La **Costituzione del 1869** fu la più radicalmente liberale di tutte quelle promulgate in Spagna durante il XIX secolo. Alle riunioni della Costituente furono sentite per la prima volta idee molto estremiste. Così, il repubblicano Sunyer Capdevila dichiarò "guerra a Dio, al re e alla teocrazia", mentre l'estremista congressista repubblicano José Orense ebbe il coraggio di rivendicare l'abolizione di tutte le carceri, sostenendo che nessuna persona dovesse essere imprigionata per qualsiasi motivo. Gli aspetti più innovativi e fondamentali della Costituzione del 1869 inclusero il riconoscimento della **sovranità nazionale**, l'introduzione del **suffragio universale** per tutti i maschi oltre 25 anni, la **libertà di culto religioso**, l'istituzione della **monarchia democratica**, la scelta popolare dei senatori e la limitazione dei poteri del re per ridurre il suo ruolo nel processo legislativo. Affermò la **libertà di educazione** e il riconoscimento dei diritti e delle libertà di riunione e associazione, di cui nessuna delle costituzioni spagnole precedenti aveva parlato. La Costituzione introdusse la prova per i tribunali popolari per certi reati, anche se questi non si realizzarono mai a causa delle polemiche politiche e degli eccessivi costi economici della sua attuazione. In ogni caso, il nostro sistema giudiziario non migliorò, poiché, come era accaduto negli anni precedenti, continuarono le interferenze politiche e i vari governi intervennero sempre in parte nella nomina e nel cambiamento dei giudici e nelle loro decisioni e sentenze. Inoltre, i giudici, in particolare nelle piccole città, mancavano della formazione adeguata e spesso erano ignari delle necessarie conoscenze giuridiche della loro professione. Una volta approvata la Costituzione e tenendo presente che la monarchia era rimasta, il generale Serrano fu eletto alla reggenza ad interim, e il generale Prim continuò a ricoprire la carica di Primo Ministro. La ricerca di un nuovo monarca per la Spagna fu il primo impegno importante affrontato dal governo controllato dai liberali. Tra i candidati per il trono c'erano diverse persone appartenenti a varie case reali importanti d'Europa:
- Il portoghese **Ferdinando di Coburgo** era troppo vecchio e respinse l'offerta.

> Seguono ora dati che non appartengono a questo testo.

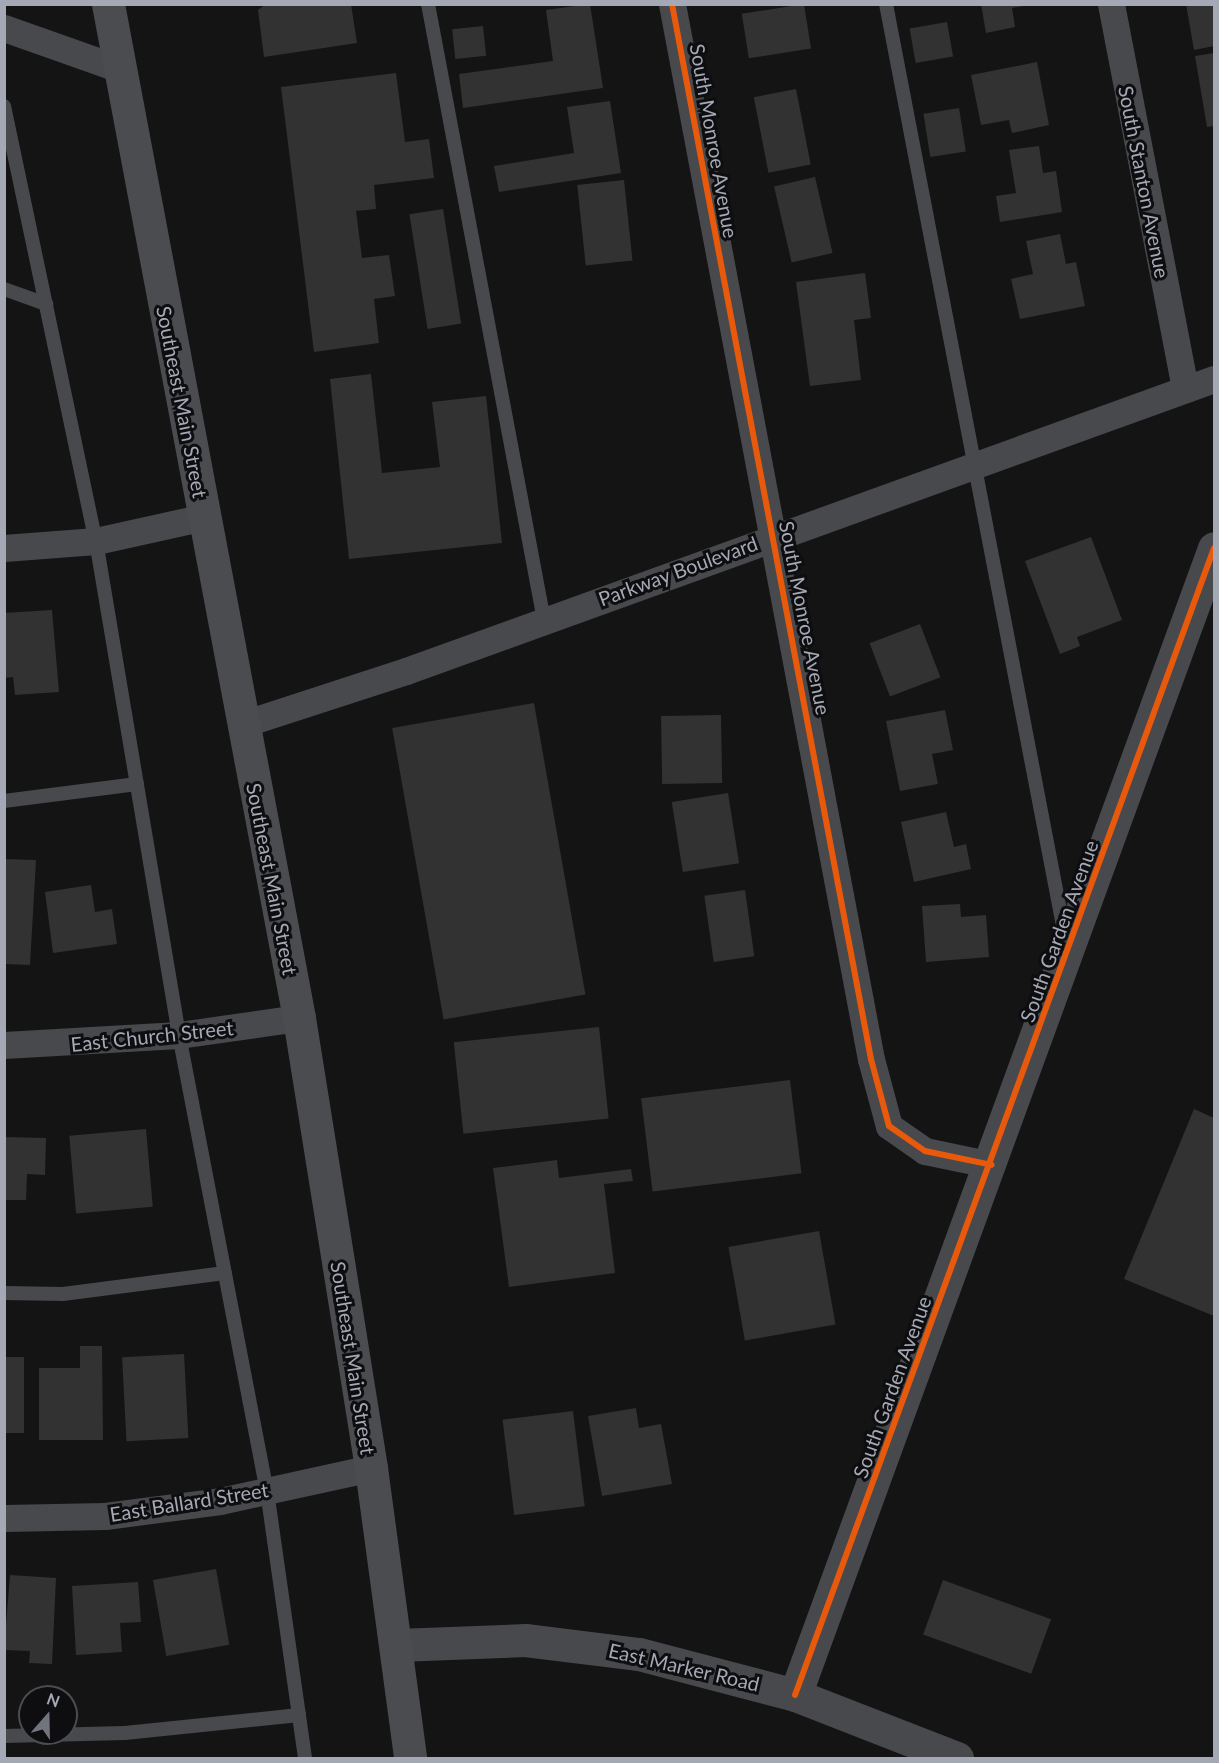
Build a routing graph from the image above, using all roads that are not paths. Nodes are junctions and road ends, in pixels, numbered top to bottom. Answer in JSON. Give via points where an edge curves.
{"nodes":[{"id":1,"x":108,"y":4,"type":"edge"},
{"id":2,"x":428,"y":4,"type":"edge"},
{"id":3,"x":672,"y":4,"type":"edge"},
{"id":4,"x":886,"y":4,"type":"edge"},
{"id":5,"x":1111,"y":4,"type":"edge"},
{"id":6,"x":4,"y":28,"type":"edge"},
{"id":7,"x":120,"y":69,"type":"junction"},
{"id":8,"x":4,"y":106,"type":"edge"},
{"id":9,"x":4,"y":289,"type":"edge"},
{"id":10,"x":46,"y":304,"type":"junction"},
{"id":11,"x":1215,"y":379,"type":"edge"},
{"id":12,"x":1185,"y":389,"type":"junction"},
{"id":13,"x":973,"y":464,"type":"junction"},
{"id":14,"x":204,"y":517,"type":"junction"},
{"id":15,"x":773,"y":536,"type":"junction"},
{"id":16,"x":96,"y":541,"type":"junction"},
{"id":17,"x":4,"y":548,"type":"edge"},
{"id":18,"x":1215,"y":548,"type":"edge"},
{"id":19,"x":544,"y":620,"type":"junction"},
{"id":20,"x":243,"y":724,"type":"junction"},
{"id":21,"x":137,"y":784,"type":"junction"},
{"id":22,"x":4,"y":801,"type":"edge"},
{"id":23,"x":1068,"y":953,"type":"junction"},
{"id":24,"x":298,"y":1018,"type":"junction"},
{"id":25,"x":179,"y":1035,"type":"junction"},
{"id":26,"x":4,"y":1045,"type":"edge"},
{"id":27,"x":992,"y":1165,"type":"junction"},
{"id":28,"x":225,"y":1274,"type":"junction"},
{"id":29,"x":4,"y":1293,"type":"edge"},
{"id":30,"x":371,"y":1468,"type":"junction"},
{"id":31,"x":267,"y":1491,"type":"junction"},
{"id":32,"x":4,"y":1518,"type":"edge"},
{"id":33,"x":398,"y":1645,"type":"junction"},
{"id":34,"x":795,"y":1695,"type":"junction"},
{"id":35,"x":298,"y":1715,"type":"junction"},
{"id":36,"x":4,"y":1736,"type":"edge"},
{"id":37,"x":304,"y":1758,"type":"edge"},
{"id":38,"x":410,"y":1758,"type":"edge"},
{"id":39,"x":957,"y":1758,"type":"edge"}],
"edges":[{"from":1,"to":7,"type":"main road","name":"Southeast Main Street"},
{"from":2,"to":19,"type":"lane"},
{"from":3,"to":15,"type":"street","name":"South Monroe Avenue"},
{"from":4,"to":13,"type":"lane"},
{"from":5,"to":12,"type":"street","name":"South Stanton Avenue"},
{"from":6,"to":7,"type":"street"},
{"from":7,"to":14,"type":"main road","name":"Southeast Main Street"},
{"from":8,"to":10,"type":"lane"},
{"from":9,"to":10,"type":"lane"},
{"from":10,"to":16,"type":"lane"},
{"from":11,"to":12,"type":"street","name":"Parkway Boulevard"},
{"from":12,"to":13,"type":"street","name":"Parkway Boulevard"},
{"from":13,"to":15,"type":"street","name":"Parkway Boulevard"},
{"from":13,"to":23,"type":"lane"},
{"from":14,"to":16,"type":"street"},
{"from":14,"to":20,"type":"main road","name":"Southeast Main Street"},
{"from":15,"to":19,"type":"street","name":"Parkway Boulevard"},
{"from":15,"to":27,"type":"street","name":"South Monroe Avenue","via":[[871,1059],[889,1126],[926,1151]]},
{"from":16,"to":17,"type":"street"},
{"from":16,"to":21,"type":"lane"},
{"from":18,"to":23,"type":"street","name":"South Garden Avenue"},
{"from":19,"to":20,"type":"street","name":"Parkway Boulevard"},
{"from":20,"to":24,"type":"main road","name":"Southeast Main Street"},
{"from":21,"to":22,"type":"lane"},
{"from":21,"to":25,"type":"lane"},
{"from":23,"to":27,"type":"street","name":"South Garden Avenue"},
{"from":24,"to":25,"type":"street","name":"East Church Street"},
{"from":24,"to":30,"type":"main road","name":"Southeast Main Street"},
{"from":25,"to":26,"type":"street","name":"East Church Street"},
{"from":25,"to":28,"type":"lane"},
{"from":27,"to":34,"type":"street","name":"South Garden Avenue"},
{"from":28,"to":29,"type":"lane","via":[[63,1294]]},
{"from":28,"to":31,"type":"lane"},
{"from":30,"to":31,"type":"street","name":"East Ballard Street"},
{"from":30,"to":33,"type":"main road","name":"Southeast Main Street"},
{"from":31,"to":32,"type":"street","name":"East Ballard Street","via":[[105,1516]]},
{"from":31,"to":35,"type":"lane"},
{"from":33,"to":34,"type":"street","name":"East Marker Road","via":[[525,1640],[581,1644]]},
{"from":33,"to":38,"type":"main road","name":"Southeast Main Street"},
{"from":34,"to":39,"type":"street","name":"East Marker Road"},
{"from":35,"to":36,"type":"lane","via":[[125,1732]]},
{"from":35,"to":37,"type":"lane"}]}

- Il duca **Antonio de Montpensier** era figlio del defunto re di Francia Luigi Filippo d'Orléans ed era sposato con la sorella di Elisabetta II, il che aveva suscitato intrighi negli anni precedenti. Nonostante fosse il favorito degli unionisti, tutte le sue possibilità furono infine respinte dopo che in un duello di pistola contro Enrico di Borbone, fratello del marito di Elisabetta II, quest'ultimo fu ucciso.
- Il tedesco **Leopoldo di Hohenzollern** aveva il potente sostegno del Kaiser e del cancelliere tedesco Otto von Bismarck, ma l'imperatore francese Napoleone III si era rifiutato che occupasse il trono di Spagna, temendo che la Francia potesse essere stretta tra due paesi con re della stessa dinastia. Così, gli Hohenzollern persero le loro opzioni e la sua candidatura divenne una delle ragioni che attivò immediatamente la guerra franco-tedesca del 1870.
Poiché Prim complicò la scelta del re e rifiutò recisamente qualsiasi Borbone, come Alfonso, figlio neonato di Elisabetta II, ad occupare il trono, il Parlamento scelse infine **Amedeo di Savoia**, il cui padre era Vittorio Emanuele II, Re della nuova Italia unificata.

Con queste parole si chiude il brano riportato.